First and foremost, we recount facts, describe perspectives, and try to make sense of unfolding events. We do that with no claim to a capital-t Truth, but with the hope and belief that, imperfectly, we can disassociate our own values from the events and opinions before us. A journalist’s intention should be to gather and disseminate information, and to represent, as closely as possible, the issues that most affect their readers.

So we went to court and we read its judgment. We talked to Tom and we talked to Hannah. We sought to find and report facts. At every point, we tried to describe what actually happened, because, as journalists, we have an obligation
to at the very least try to tell “the truth”.

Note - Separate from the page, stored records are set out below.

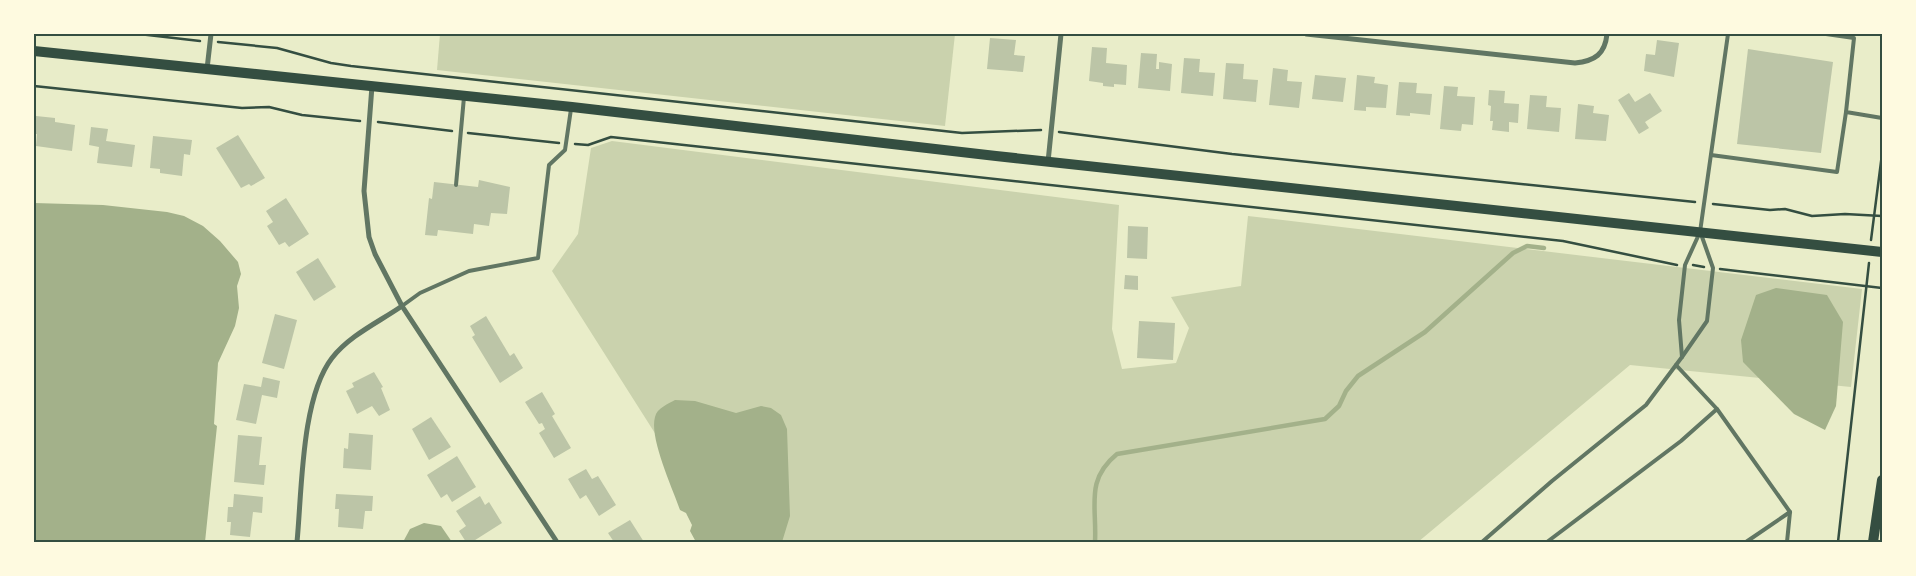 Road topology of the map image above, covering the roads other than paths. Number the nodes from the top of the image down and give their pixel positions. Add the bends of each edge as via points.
1 (211, 34) edge
2 (1061, 34) edge
3 (1306, 34) edge
4 (1607, 34) edge
5 (1728, 34) edge
6 (1826, 34) edge
7 (34, 51) edge
8 (206, 70) junction
9 (372, 86) junction
10 (464, 96) junction
11 (572, 107) junction
12 (1846, 112) junction
13 (1882, 118) edge
14 (1711, 155) junction
15 (1048, 162) junction
16 (456, 185) dead end
17 (1700, 232) junction
18 (1882, 252) edge
19 (402, 306) junction
20 (1682, 357) junction
21 (1676, 365) junction
22 (1717, 409) junction
23 (1882, 480) edge
24 (1790, 512) junction
25 (297, 542) edge
26 (556, 542) edge
27 (1482, 542) edge
28 (1547, 542) edge
29 (1746, 542) edge
30 (1787, 542) edge
31 (1873, 542) edge

1 - 8 street
2 - 15 street
3 - 4 street via 1568,62 1596,58 1604,48
5 - 14 lane
6 - 12 lane via 1854,38
7 - 8 main road
8 - 9 main road
9 - 10 main road
9 - 19 street via 366,146 365,208 375,254
10 - 11 main road
10 - 16 lane
11 - 15 main road
11 - 19 lane via 568,144 549,165 538,258 469,271 420,293
12 - 13 lane
12 - 14 lane via 1837,172
14 - 17 lane
15 - 17 main road
17 - 18 main road
17 - 20 lane via 1685,265 1679,320
17 - 20 lane via 1713,268 1707,321
19 - 25 street via 341,348 324,369 308,426
19 - 26 street
20 - 21 lane
21 - 22 lane
21 - 27 lane via 1646,405
22 - 24 lane
22 - 28 lane
23 - 31 main road
24 - 29 lane
24 - 30 lane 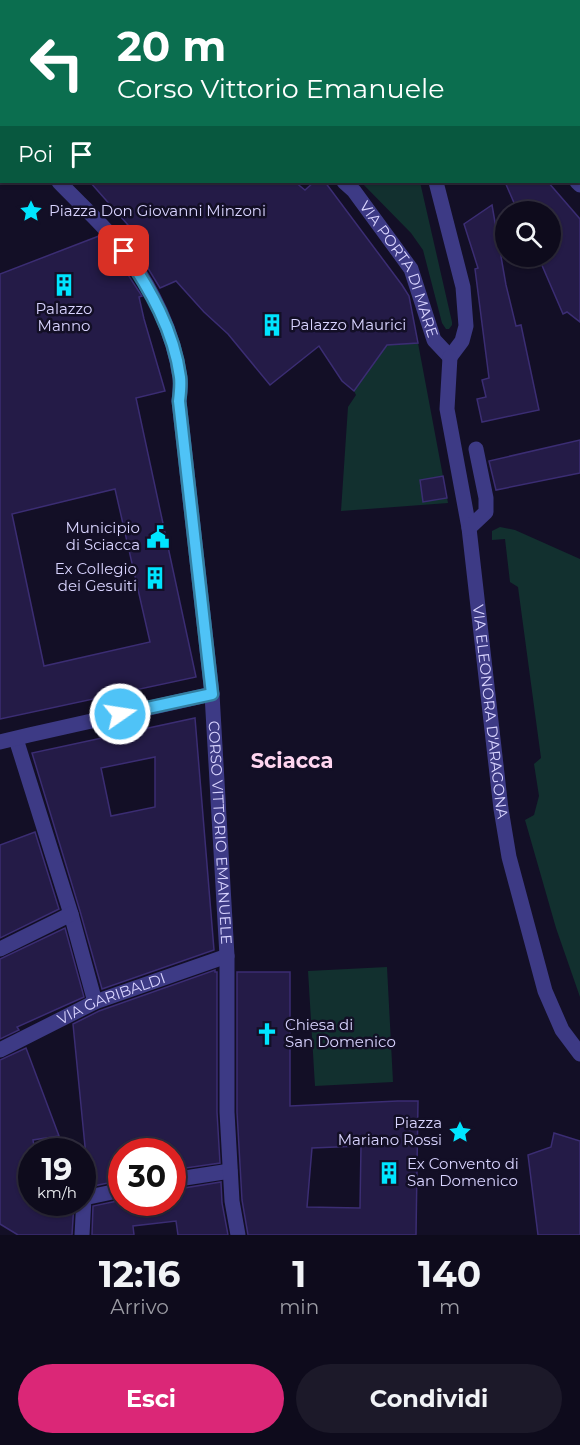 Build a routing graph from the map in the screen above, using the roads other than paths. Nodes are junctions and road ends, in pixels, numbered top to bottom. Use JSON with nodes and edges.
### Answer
{"nodes":[{"id":1,"x":60,"y":183,"type":"edge"},
{"id":2,"x":345,"y":183,"type":"edge"},
{"id":3,"x":436,"y":183,"type":"edge"},
{"id":4,"x":450,"y":357,"type":"junction"},
{"id":5,"x":476,"y":449,"type":"dead end"},
{"id":6,"x":469,"y":528,"type":"junction"},
{"id":7,"x":212,"y":694,"type":"junction"},
{"id":8,"x":16,"y":739,"type":"junction"},
{"id":9,"x":0,"y":742,"type":"edge"},
{"id":10,"x":71,"y":914,"type":"junction"},
{"id":11,"x":0,"y":949,"type":"edge"},
{"id":12,"x":227,"y":956,"type":"junction"},
{"id":13,"x":95,"y":1002,"type":"junction"},
{"id":14,"x":0,"y":1050,"type":"edge"},
{"id":15,"x":580,"y":1054,"type":"edge"},
{"id":16,"x":230,"y":1171,"type":"junction"},
{"id":17,"x":186,"y":1178,"type":"edge"},
{"id":18,"x":83,"y":1216,"type":"edge"},
{"id":19,"x":82,"y":1235,"type":"edge"},
{"id":20,"x":238,"y":1235,"type":"edge"}],
"edges":[{"from":1,"to":7,"type":"street","name":"CORSO VITTORIO EMANUELE"},
{"from":2,"to":4,"type":"street","name":"VIA PORTA DI MARE"},
{"from":3,"to":4,"type":"street","name":"VIA PORTA DI MARE"},
{"from":4,"to":6,"type":"street","name":"VIA ELEONORA D'ARAGONA"},
{"from":5,"to":6,"type":"street"},
{"from":6,"to":15,"type":"street","name":"VIA ELEONORA D'ARAGONA"},
{"from":7,"to":8,"type":"street"},
{"from":7,"to":12,"type":"street","name":"CORSO VITTORIO EMANUELE"},
{"from":8,"to":9,"type":"street"},
{"from":8,"to":10,"type":"street"},
{"from":10,"to":11,"type":"street"},
{"from":10,"to":13,"type":"street"},
{"from":12,"to":13,"type":"street","name":"VIA GARIBALDI"},
{"from":12,"to":16,"type":"street","name":"CORSO VITTORIO EMANUELE"},
{"from":13,"to":14,"type":"street","name":"VIA GARIBALDI"},
{"from":16,"to":17,"type":"street"},
{"from":16,"to":20,"type":"street","name":"CORSO VITTORIO EMANUELE"},
{"from":18,"to":19,"type":"street"}]}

But, beyond the idea of the journalists-as-truth-tellers, we aspire to the idea of journalists-as-activists. It is not a commitment to objectivity that motivates us, but a belief that searching and reporting is a means to an end. For us, that end is holding power to account. We are compelled to monitor power critically, to test its justifications vigorously, and to watch its actions closely. If an activist must have a cause, ours is this: to keep the bastards honest.

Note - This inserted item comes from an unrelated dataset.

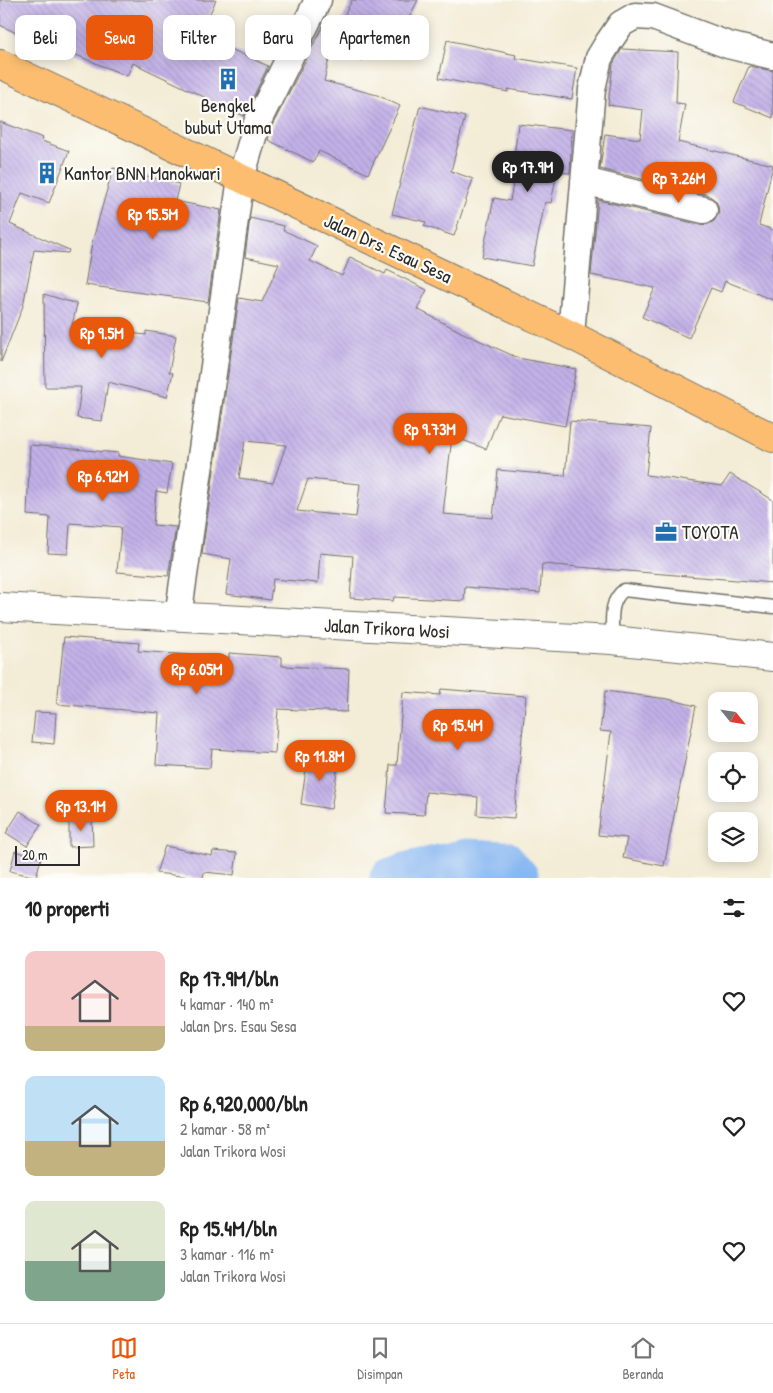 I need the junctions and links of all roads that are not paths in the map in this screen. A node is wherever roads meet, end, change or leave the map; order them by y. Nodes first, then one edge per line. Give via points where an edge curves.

Power, more than anything, explains human events. Behind the actions of individuals and the laws of institutions sits power. Without monitoring power we are impotent in deciding what matters, who we should talk to, why events occur.

Stories of power and oppression litter history. The power animating this particular story is that of an institution: the USU, the omnipresent $22 million student organisation. As a recipient of SSAF funds, the USU gets your money each year even if you are not a member. Moreover, it dominates campus life. Decisions of USU management affect the buildings you walk through, your food options and how clubs and societies are funded.

To understand the events of the last week and the events of the next month, we must conceive of them as events driven by the power relations that exist within the USU. We must see them not only as the interactions of the individuals quoted in our news pieces, but also as the interactions of the positions those people hold.

Information kept confidential in the interests of the institution was leaked by a member of that institution who was censured by the executive of that institution. Facing removal for threatening that institution, he may be forced into bankruptcy to protect the bottom line of that institution.

The implication should be clear: the power of the USU joins the dots of the facts and characters of this story. Now, go back to the front page and read between the lines.

Astha Rajvanshi had no part in the production of this editorial due to her role as the Immediate Past President of the USU. It does not necessarily reflect her views.